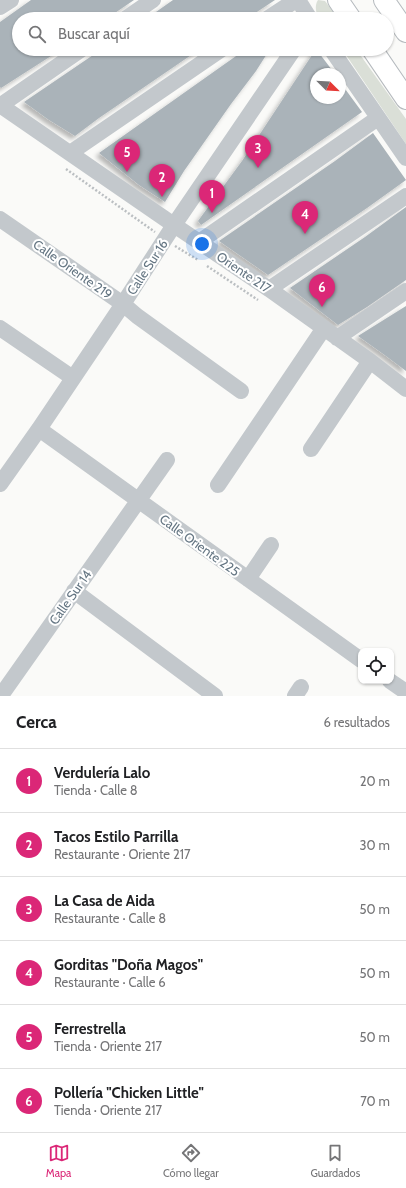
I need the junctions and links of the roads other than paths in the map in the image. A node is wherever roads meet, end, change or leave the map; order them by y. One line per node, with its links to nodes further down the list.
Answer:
1 (11, 0): 6 (street)
2 (153, 0): 7 (street)
3 (297, 0): 8 (street); 9 (street)
4 (338, 0): 10 (main road)
5 (384, 0): 11 (main road)
6 (0, 7)
7 (136, 12)
8 (278, 12)
9 (305, 12)
10 (346, 12)
11 (392, 12)
12 (394, 15): 13 (main road)
13 (406, 32)
14 (72, 56): 20 (street)
15 (212, 56): 22 (street)
16 (289, 56): 26 (street, Calle Sur 16)
17 (336, 56): 21 (street)
18 (377, 56): 19 (main road)
19 (406, 99)
20 (0, 105): 22 (street, Oriente 217)
21 (378, 118): 23 (street); 27 (street)
22 (70, 153): 26 (street, Oriente 217)
23 (406, 158)
24 (406, 196): 28 (street)
25 (0, 219): 30 (street, Calle Oriente 219)
26 (174, 226): 27 (street, Oriente 217); 30 (street, Calle Sur 16)
27 (199, 242): 28 (street, Oriente 217)
28 (269, 289): 32 (street, Oriente 217)
29 (406, 291): 33 (street)
30 (123, 304): 35 (street, Calle Sur 16); 37 (street, Calle Oriente 219)
31 (0, 328): 35 (street)
32 (324, 328): 33 (street, Oriente 217); 42 (street)
33 (337, 338): 34 (street, Oriente 217)
34 (370, 361): 36 (street, Oriente 217); 39 (street)
35 (73, 378): 38 (street, Calle Sur 16)
36 (406, 389)
37 (241, 391)
38 (39, 429): 41 (street, Calle Sur 16); 43 (street, Calle Oriente 225)
39 (311, 449)
40 (167, 460): 43 (street, Calle Sur 14)
41 (0, 484)
42 (218, 485)
43 (138, 501): 45 (street, Calle Oriente 225); 46 (street, Calle Sur 14)
44 (271, 545): 45 (street)
45 (248, 579): 47 (street, Calle Oriente 225)
46 (74, 591): 50 (street, Calle Sur 14); 51 (street)
47 (358, 658)
48 (394, 684): 49 (street)
49 (405, 692)
50 (2, 694)
51 (215, 696)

=-=-=

--- WHAT THE TASK ASKS ---
Except for the pictures, copy every line of the records above exactly.

--- EXPECTED ANSWER ---
I need the junctions and links of the roads other than paths in the map in the image. A node is wherever roads meet, end, change or leave the map; order them by y. One line per node, with its links to nodes further down the list.
Answer:
1 (11, 0): 6 (street)
2 (153, 0): 7 (street)
3 (297, 0): 8 (street); 9 (street)
4 (338, 0): 10 (main road)
5 (384, 0): 11 (main road)
6 (0, 7)
7 (136, 12)
8 (278, 12)
9 (305, 12)
10 (346, 12)
11 (392, 12)
12 (394, 15): 13 (main road)
13 (406, 32)
14 (72, 56): 20 (street)
15 (212, 56): 22 (street)
16 (289, 56): 26 (street, Calle Sur 16)
17 (336, 56): 21 (street)
18 (377, 56): 19 (main road)
19 (406, 99)
20 (0, 105): 22 (street, Oriente 217)
21 (378, 118): 23 (street); 27 (street)
22 (70, 153): 26 (street, Oriente 217)
23 (406, 158)
24 (406, 196): 28 (street)
25 (0, 219): 30 (street, Calle Oriente 219)
26 (174, 226): 27 (street, Oriente 217); 30 (street, Calle Sur 16)
27 (199, 242): 28 (street, Oriente 217)
28 (269, 289): 32 (street, Oriente 217)
29 (406, 291): 33 (street)
30 (123, 304): 35 (street, Calle Sur 16); 37 (street, Calle Oriente 219)
31 (0, 328): 35 (street)
32 (324, 328): 33 (street, Oriente 217); 42 (street)
33 (337, 338): 34 (street, Oriente 217)
34 (370, 361): 36 (street, Oriente 217); 39 (street)
35 (73, 378): 38 (street, Calle Sur 16)
36 (406, 389)
37 (241, 391)
38 (39, 429): 41 (street, Calle Sur 16); 43 (street, Calle Oriente 225)
39 (311, 449)
40 (167, 460): 43 (street, Calle Sur 14)
41 (0, 484)
42 (218, 485)
43 (138, 501): 45 (street, Calle Oriente 225); 46 (street, Calle Sur 14)
44 (271, 545): 45 (street)
45 (248, 579): 47 (street, Calle Oriente 225)
46 (74, 591): 50 (street, Calle Sur 14); 51 (street)
47 (358, 658)
48 (394, 684): 49 (street)
49 (405, 692)
50 (2, 694)
51 (215, 696)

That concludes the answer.